### [PROVIDED DATA]
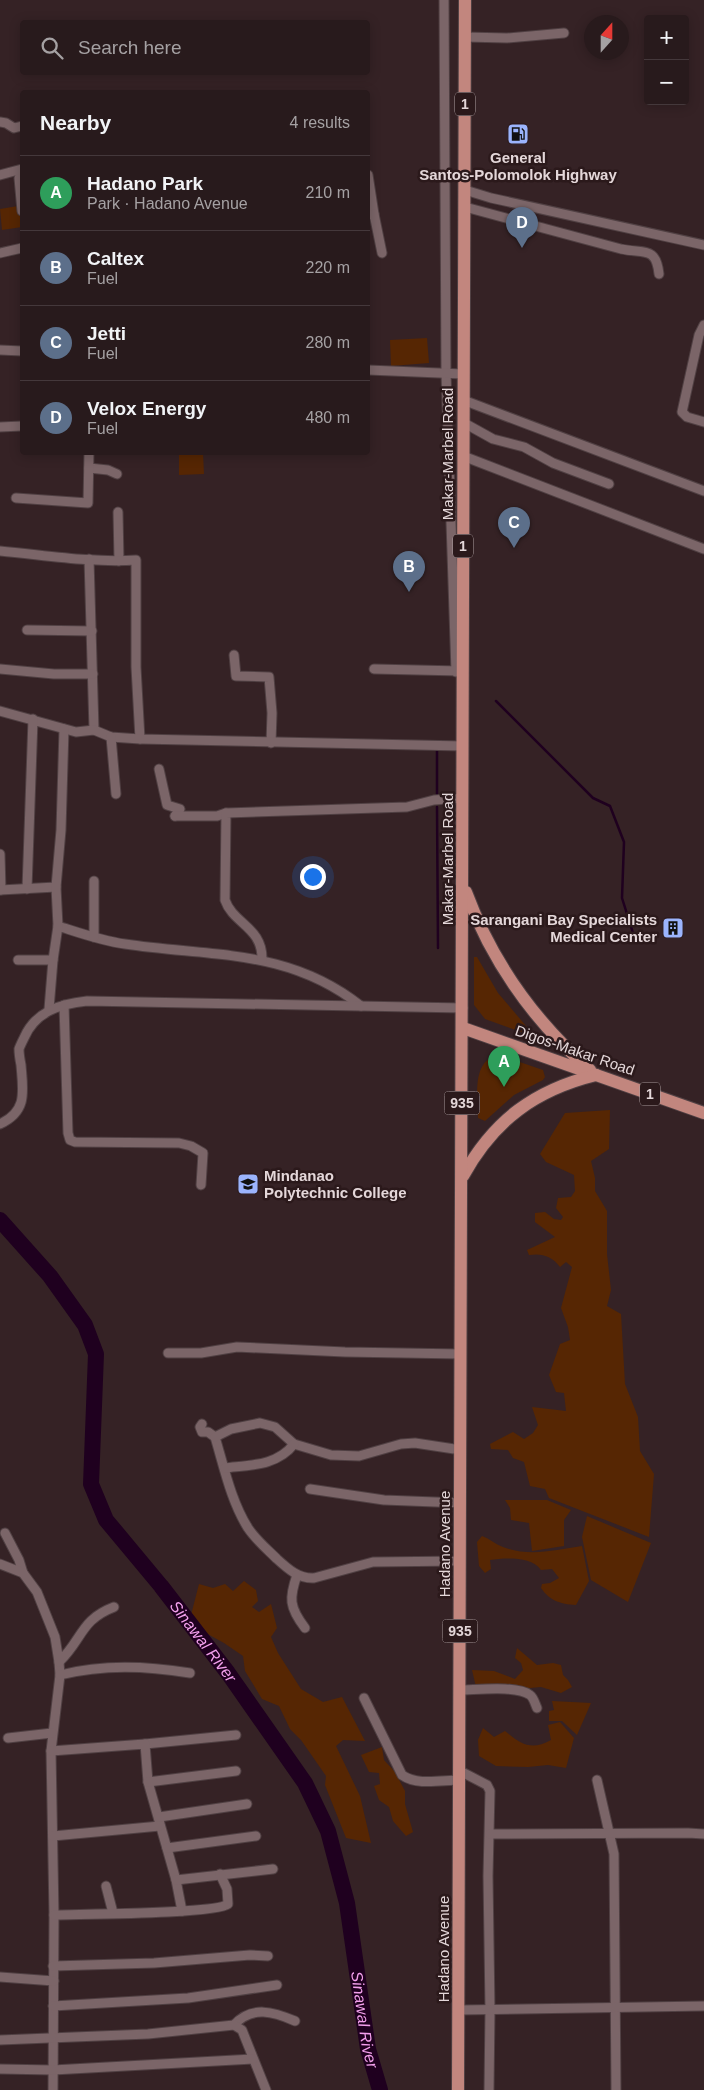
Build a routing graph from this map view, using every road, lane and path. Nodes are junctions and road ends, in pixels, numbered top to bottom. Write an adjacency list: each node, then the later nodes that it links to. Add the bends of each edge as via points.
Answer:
1 (444, 0): 22 (street)
2 (465, 0): 4 (main road, Makar-Marbel Road / 1)
3 (564, 33): 4 (street, via 500,38)
4 (465, 36): 9 (main road, Makar-Marbel Road / 1)
5 (0, 122): 6 (street, via 14,128)
6 (20, 126)
7 (20, 170): 8 (street)
8 (0, 175)
9 (465, 190): 11 (main road, Makar-Marbel Road / 1); 13 (street)
10 (370, 202): 12 (street)
11 (465, 207): 17 (street, via 621,249 647,252 657,260); 23 (main road, Makar-Marbel Road / 1)
12 (371, 215): 16 (street)
13 (704, 245)
14 (20, 248): 15 (street)
15 (0, 253)
16 (382, 253)
17 (659, 274)
18 (704, 325): 26 (street, via 682,412)
19 (0, 350): 20 (street)
20 (20, 351)
21 (370, 370): 22 (street)
22 (446, 373): 23 (street); 46 (street)
23 (463, 374): 24 (main road, Makar-Marbel Road / 1)
24 (463, 400): 25 (main road, Makar-Marbel Road / 1); 34 (street)
25 (463, 418): 30 (main road, Makar-Marbel Road / 1); 33 (street, via 466,424 493,439 524,447 553,463)
26 (704, 422)
27 (20, 426): 28 (street)
28 (0, 427)
29 (89, 455): 31 (street)
30 (463, 456): 37 (street); 46 (main road, Makar-Marbel Road / 1)
31 (88, 468): 32 (street); 35 (street, via 88,503)
32 (117, 474)
33 (609, 484)
34 (704, 491)
35 (16, 498)
36 (118, 512): 40 (street)
37 (704, 549)
38 (0, 551): 39 (street)
39 (89, 559): 40 (street); 42 (street)
40 (119, 561): 53 (street, via 136,560)
41 (27, 630): 42 (street)
42 (92, 631): 47 (street)
43 (234, 655): 54 (street, via 236,676 268,677)
44 (0, 669): 47 (street)
45 (374, 669): 46 (street)
46 (459, 672): 55 (main road, Makar-Marbel Road / 1)
47 (93, 674): 51 (street)
48 (0, 712): 49 (street)
49 (33, 719): 50 (street); 64 (street)
50 (64, 729): 51 (street, via 76,732); 63 (street)
51 (94, 730): 52 (street)
52 (110, 737): 53 (street); 57 (street)
53 (140, 739): 54 (street)
54 (271, 743): 55 (street)
55 (463, 746): 58 (main road, Makar-Marbel Road / 1)
56 (159, 769): 59 (street, via 167,805 180,809 175,816)
57 (116, 794)
58 (463, 798): 59 (street, via 434,800 406,807); 62 (main road, Makar-Marbel Road / 1)
59 (226, 813): 70 (street, via 224,900 228,911 255,934)
60 (0, 854): 65 (street)
61 (94, 882): 67 (street)
62 (463, 884): 73 (main road, Makar-Marbel Road / 1); 76 (main road, via 486,938 516,989 553,1035)
63 (56, 887): 64 (street); 66 (street)
64 (27, 889): 65 (street)
65 (1, 890)
66 (58, 926): 67 (street); 69 (street)
67 (94, 937): 70 (street, via 126,944)
68 (18, 960): 69 (street)
69 (53, 960): 74 (street)
70 (262, 960): 72 (street, via 327,983)
71 (64, 1005): 72 (street, via 87,1001); 74 (street); 80 (street, via 70,1140 191,1146 203,1153)
72 (362, 1007): 73 (street)
73 (463, 1008): 75 (main road, Makar-Marbel Road / 1)
74 (49, 1009): 78 (street, via 34,1020 19,1049 22,1103 15,1115)
75 (463, 1028): 76 (main road, Digos-Makar Road / 1); 79 (main road, Hadano Avenue / 935)
76 (596, 1075): 77 (main road, Digos-Makar Road / 1); 79 (main road, via 554,1088 517,1110 486,1141)
77 (704, 1113)
78 (0, 1124)
79 (462, 1178): 82 (main road, Hadano Avenue / 935)
80 (201, 1185)
81 (168, 1353): 82 (street, via 201,1353 237,1347)
82 (461, 1354): 86 (main road, Hadano Avenue / 935)
83 (202, 1424): 84 (street, via 202,1432)
84 (215, 1437): 85 (street, via 231,1429 260,1423 275,1427); 87 (street)
85 (294, 1444): 86 (street, via 343,1457 415,1443); 87 (street, via 275,1460)
86 (461, 1450): 89 (main road, Hadano Avenue / 935)
87 (225, 1468): 94 (street, via 234,1501 248,1527)
88 (310, 1489): 89 (street, via 377,1499)
89 (461, 1503): 91 (main road, Hadano Avenue / 935)
90 (5, 1534): 93 (street)
91 (460, 1561): 94 (street, via 373,1562 314,1578); 100 (main road, Hadano Avenue / 935)
92 (0, 1564): 93 (street)
93 (23, 1573): 97 (street, via 45,1610 55,1637)
94 (297, 1575): 96 (street, via 291,1604)
95 (114, 1607): 97 (street, via 88,1622)
96 (305, 1628)
97 (59, 1662): 99 (street)
98 (190, 1673): 99 (street, via 122,1667)
99 (60, 1675): 103 (street)
100 (460, 1690): 102 (street, via 524,1692 532,1697); 109 (main road, Hadano Avenue / 935)
101 (364, 1698): 109 (street, via 402,1776 419,1781)
102 (537, 1708)
103 (52, 1733): 105 (street); 107 (street)
104 (236, 1735): 106 (street)
105 (8, 1738)
106 (145, 1744): 107 (street); 111 (street)
107 (51, 1751): 117 (street)
108 (236, 1771): 111 (street)
109 (460, 1775): 115 (street, via 489,1787); 135 (main road, Hadano Avenue / 935)
110 (597, 1780): 114 (street)
111 (148, 1782): 113 (street)
112 (247, 1804): 113 (street)
113 (159, 1821): 117 (street); 119 (street)
114 (610, 1833): 115 (street); 116 (street); 134 (street, via 615,1880)
115 (490, 1834): 136 (street)
116 (704, 1834)
117 (53, 1836): 126 (street)
118 (256, 1836): 119 (street)
119 (167, 1848): 122 (street)
120 (273, 1869): 121 (street)
121 (220, 1874): 122 (street); 124 (street, via 229,1896 226,1906)
122 (176, 1880): 124 (street)
123 (106, 1886): 125 (street)
124 (182, 1911): 125 (street)
125 (113, 1913): 126 (street)
126 (54, 1915): 128 (street)
127 (268, 1956): 128 (street)
128 (53, 1966): 130 (street)
129 (0, 1977): 130 (street)
130 (54, 1981): 132 (street)
131 (277, 1986): 132 (street, via 188,1998)
132 (53, 2006): 139 (street)
133 (704, 2006): 134 (street)
134 (616, 2007): 136 (street); 148 (street)
135 (459, 2010): 136 (street); 144 (main road, Hadano Avenue / 935)
136 (490, 2010): 147 (street)
137 (296, 2020): 138 (street, via 264,2011 246,2016)
138 (234, 2026): 139 (street, via 148,2034); 141 (street, via 242,2030)
139 (52, 2037): 140 (street); 143 (street)
140 (0, 2040)
141 (254, 2059): 143 (street); 146 (street)
142 (0, 2069): 143 (street)
143 (53, 2070): 145 (street)
144 (458, 2087)
145 (52, 2090)
146 (266, 2090)
147 (489, 2090)
148 (616, 2090)

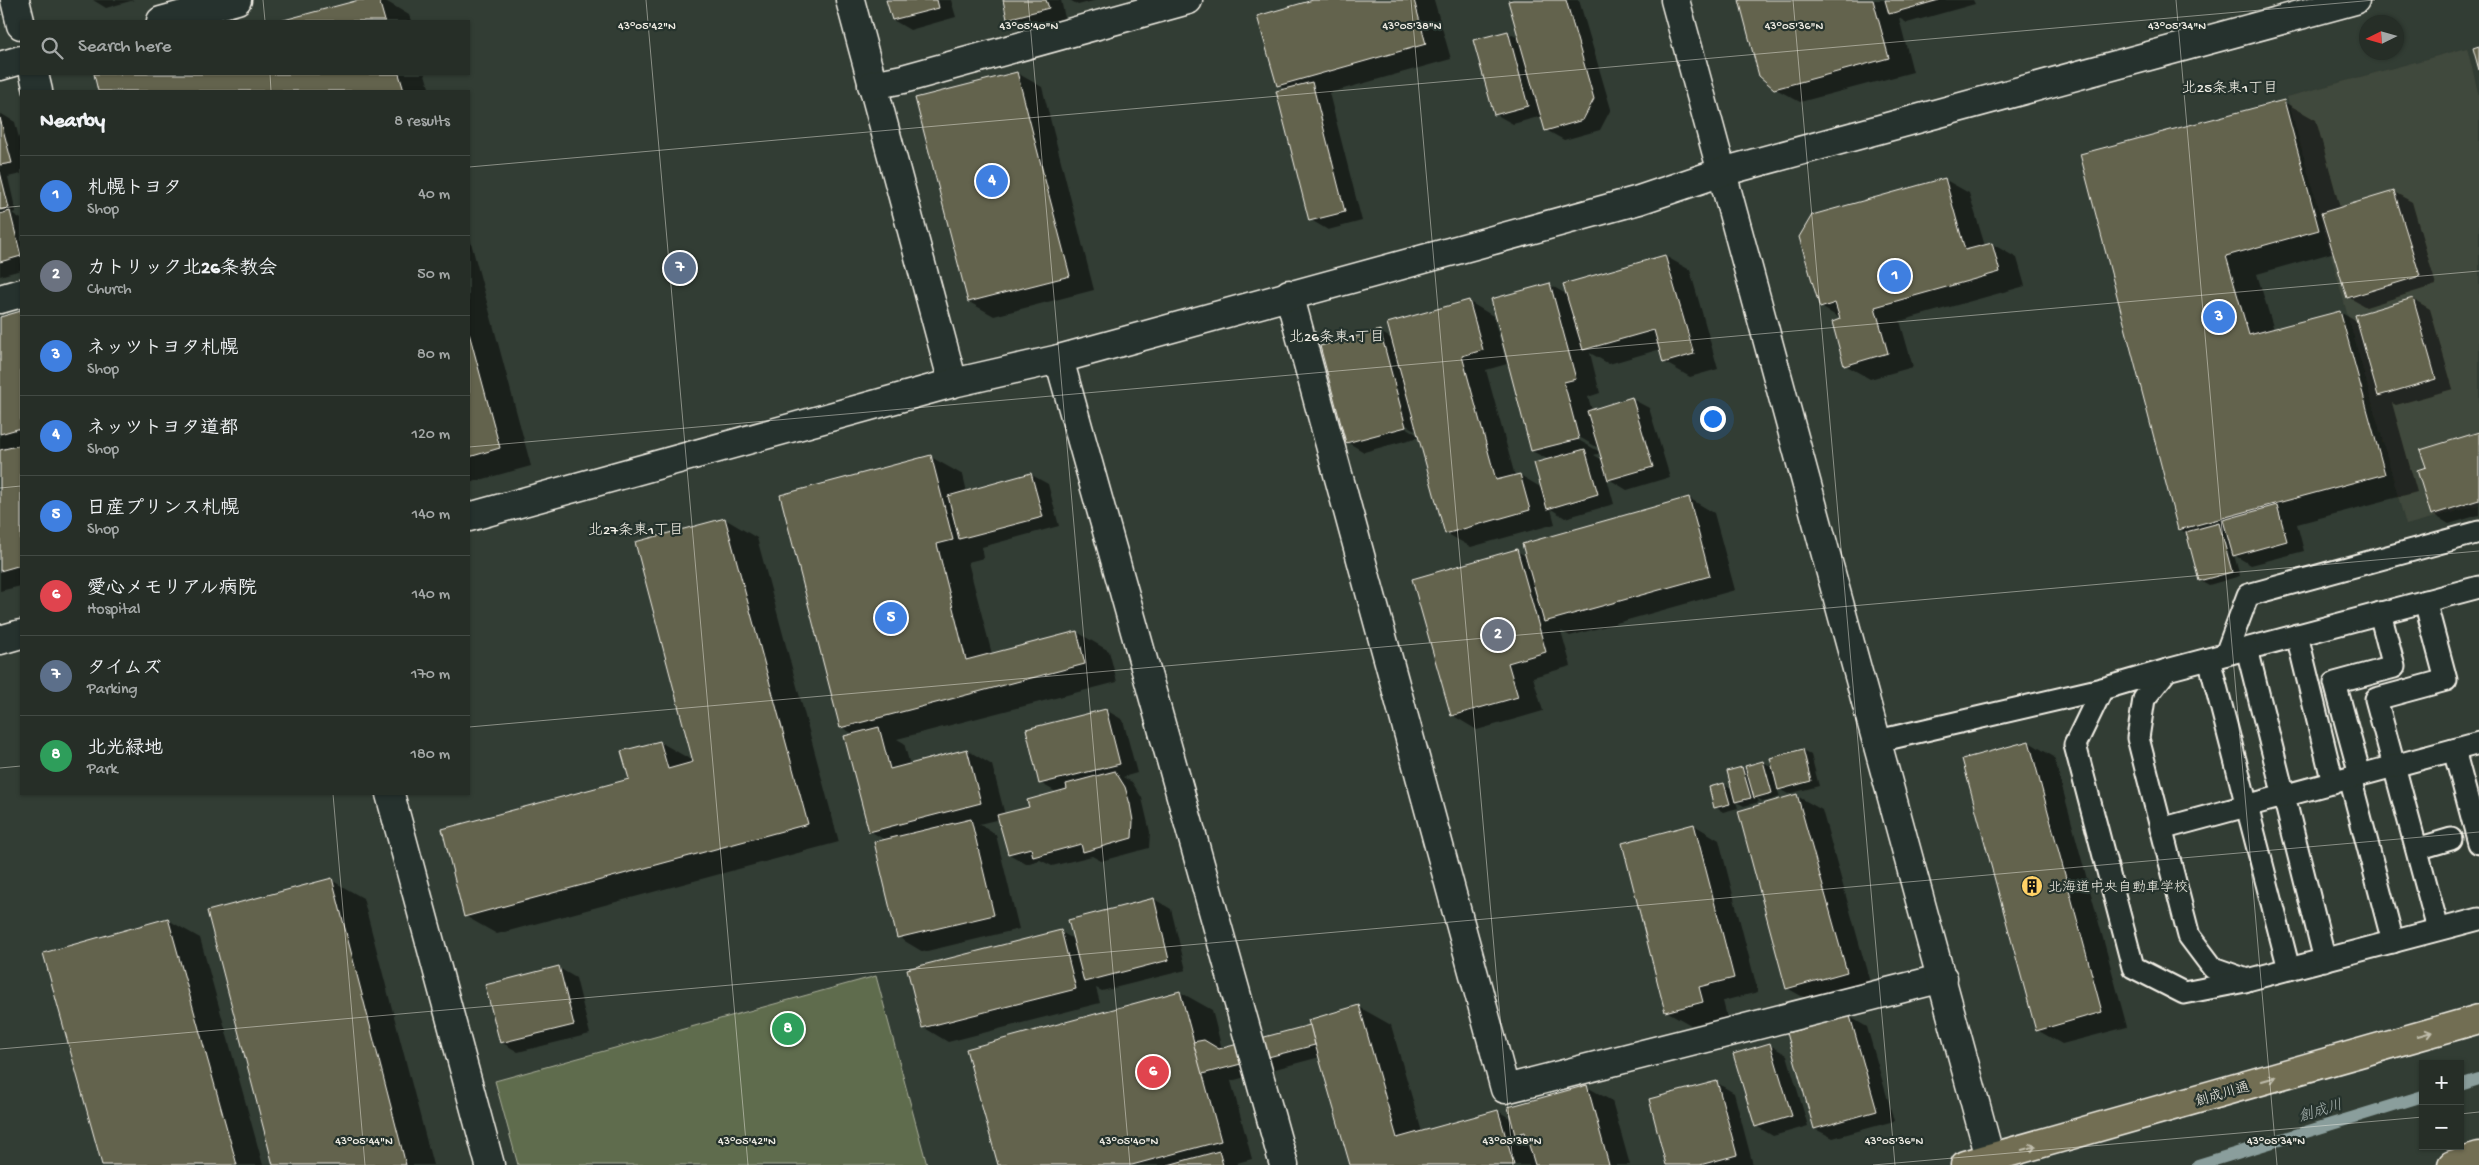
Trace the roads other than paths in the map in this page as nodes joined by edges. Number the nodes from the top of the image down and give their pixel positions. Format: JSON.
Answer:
{"nodes":[{"id":1,"x":15,"y":0,"type":"edge"},
{"id":2,"x":238,"y":0,"type":"edge"},
{"id":3,"x":850,"y":0,"type":"edge"},
{"id":4,"x":1188,"y":0,"type":"edge"},
{"id":5,"x":1675,"y":0,"type":"edge"},
{"id":6,"x":2355,"y":0,"type":"edge"},
{"id":7,"x":165,"y":20,"type":"edge"},
{"id":8,"x":20,"y":21,"type":"edge"},
{"id":9,"x":20,"y":60,"type":"edge"},
{"id":10,"x":0,"y":66,"type":"edge"},
{"id":11,"x":34,"y":75,"type":"edge"},
{"id":12,"x":872,"y":85,"type":"junction"},
{"id":13,"x":38,"y":90,"type":"edge"},
{"id":14,"x":1722,"y":172,"type":"junction"},
{"id":15,"x":20,"y":293,"type":"edge"},
{"id":16,"x":1289,"y":294,"type":"junction"},
{"id":17,"x":0,"y":299,"type":"edge"},
{"id":18,"x":1059,"y":360,"type":"junction"},
{"id":19,"x":953,"y":383,"type":"junction"},
{"id":20,"x":470,"y":517,"type":"edge"},
{"id":21,"x":2479,"y":532,"type":"edge"},
{"id":22,"x":2479,"y":587,"type":"edge"},
{"id":23,"x":2425,"y":601,"type":"junction"},
{"id":24,"x":2380,"y":613,"type":"junction"},
{"id":25,"x":20,"y":634,"type":"edge"},
{"id":26,"x":2297,"y":635,"type":"junction"},
{"id":27,"x":0,"y":640,"type":"edge"},
{"id":28,"x":2247,"y":649,"type":"junction"},
{"id":29,"x":2217,"y":656,"type":"junction"},
{"id":30,"x":2167,"y":670,"type":"junction"},
{"id":31,"x":2102,"y":688,"type":"junction"},
{"id":32,"x":1878,"y":741,"type":"junction"},
{"id":33,"x":2479,"y":743,"type":"edge"},
{"id":34,"x":2454,"y":750,"type":"junction"},
{"id":35,"x":2395,"y":766,"type":"junction"},
{"id":36,"x":2348,"y":779,"type":"junction"},
{"id":37,"x":390,"y":795,"type":"edge"},
{"id":38,"x":2284,"y":796,"type":"junction"},
{"id":39,"x":2247,"y":806,"type":"junction"},
{"id":40,"x":2161,"y":829,"type":"junction"},
{"id":41,"x":2478,"y":835,"type":"edge"},
{"id":42,"x":2451,"y":839,"type":"dead end"},
{"id":43,"x":2417,"y":849,"type":"junction"},
{"id":44,"x":2479,"y":919,"type":"edge"},
{"id":45,"x":2438,"y":930,"type":"junction"},
{"id":46,"x":2393,"y":942,"type":"junction"},
{"id":47,"x":2326,"y":960,"type":"junction"},
{"id":48,"x":2289,"y":969,"type":"junction"},
{"id":49,"x":1943,"y":978,"type":"junction"},
{"id":50,"x":2247,"y":980,"type":"junction"},
{"id":51,"x":2479,"y":1019,"type":"edge"},
{"id":52,"x":2479,"y":1157,"type":"edge"},
{"id":53,"x":1991,"y":1161,"type":"edge"},
{"id":54,"x":490,"y":1165,"type":"edge"},
{"id":55,"x":1284,"y":1165,"type":"edge"},
{"id":56,"x":1965,"y":1165,"type":"edge"},
{"id":57,"x":2452,"y":1165,"type":"edge"}],
"edges":[{"from":1,"to":8,"type":"street"},
{"from":2,"to":7,"type":"street"},
{"from":3,"to":12,"type":"street"},
{"from":4,"to":12,"type":"street"},
{"from":5,"to":14,"type":"street"},
{"from":6,"to":14,"type":"street"},
{"from":9,"to":10,"type":"street"},
{"from":11,"to":13,"type":"street"},
{"from":12,"to":19,"type":"street"},
{"from":14,"to":16,"type":"street"},
{"from":14,"to":32,"type":"street"},
{"from":15,"to":17,"type":"street"},
{"from":16,"to":18,"type":"street"},
{"from":16,"to":49,"type":"street"},
{"from":18,"to":19,"type":"street"},
{"from":18,"to":55,"type":"street"},
{"from":19,"to":20,"type":"street"},
{"from":21,"to":29,"type":"lane"},
{"from":22,"to":23,"type":"lane"},
{"from":23,"to":24,"type":"lane"},
{"from":23,"to":35,"type":"lane"},
{"from":24,"to":26,"type":"lane"},
{"from":24,"to":36,"type":"lane"},
{"from":25,"to":27,"type":"street"},
{"from":26,"to":28,"type":"lane"},
{"from":26,"to":36,"type":"lane"},
{"from":28,"to":29,"type":"lane"},
{"from":28,"to":38,"type":"lane"},
{"from":29,"to":30,"type":"lane"},
{"from":29,"to":39,"type":"lane"},
{"from":30,"to":31,"type":"lane"},
{"from":30,"to":40,"type":"lane"},
{"from":31,"to":32,"type":"lane"},
{"from":31,"to":50,"type":"lane"},
{"from":32,"to":49,"type":"street"},
{"from":33,"to":34,"type":"lane"},
{"from":34,"to":35,"type":"lane"},
{"from":34,"to":41,"type":"lane"},
{"from":35,"to":36,"type":"lane"},
{"from":35,"to":43,"type":"lane"},
{"from":36,"to":38,"type":"lane"},
{"from":36,"to":46,"type":"lane"},
{"from":37,"to":54,"type":"street"},
{"from":38,"to":39,"type":"lane"},
{"from":38,"to":47,"type":"lane"},
{"from":39,"to":40,"type":"lane"},
{"from":39,"to":48,"type":"lane"},
{"from":40,"to":50,"type":"lane"},
{"from":42,"to":43,"type":"lane"},
{"from":43,"to":45,"type":"lane"},
{"from":44,"to":45,"type":"lane"},
{"from":45,"to":46,"type":"lane"},
{"from":46,"to":47,"type":"lane"},
{"from":47,"to":48,"type":"lane"},
{"from":48,"to":50,"type":"lane"},
{"from":49,"to":53,"type":"street"},
{"from":53,"to":51,"type":"highway","name":"創成川通","one_way":true},
{"from":52,"to":57,"type":"highway"},
{"from":53,"to":56,"type":"highway","name":"創成川通"}]}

### [TASK ITEM]
Copy every line from the data that includes the string "創成川通".

### [EXPECTED OUTPUT]
{"from":53,"to":51,"type":"highway","name":"創成川通","one_way":true},
{"from":53,"to":56,"type":"highway","name":"創成川通"}]}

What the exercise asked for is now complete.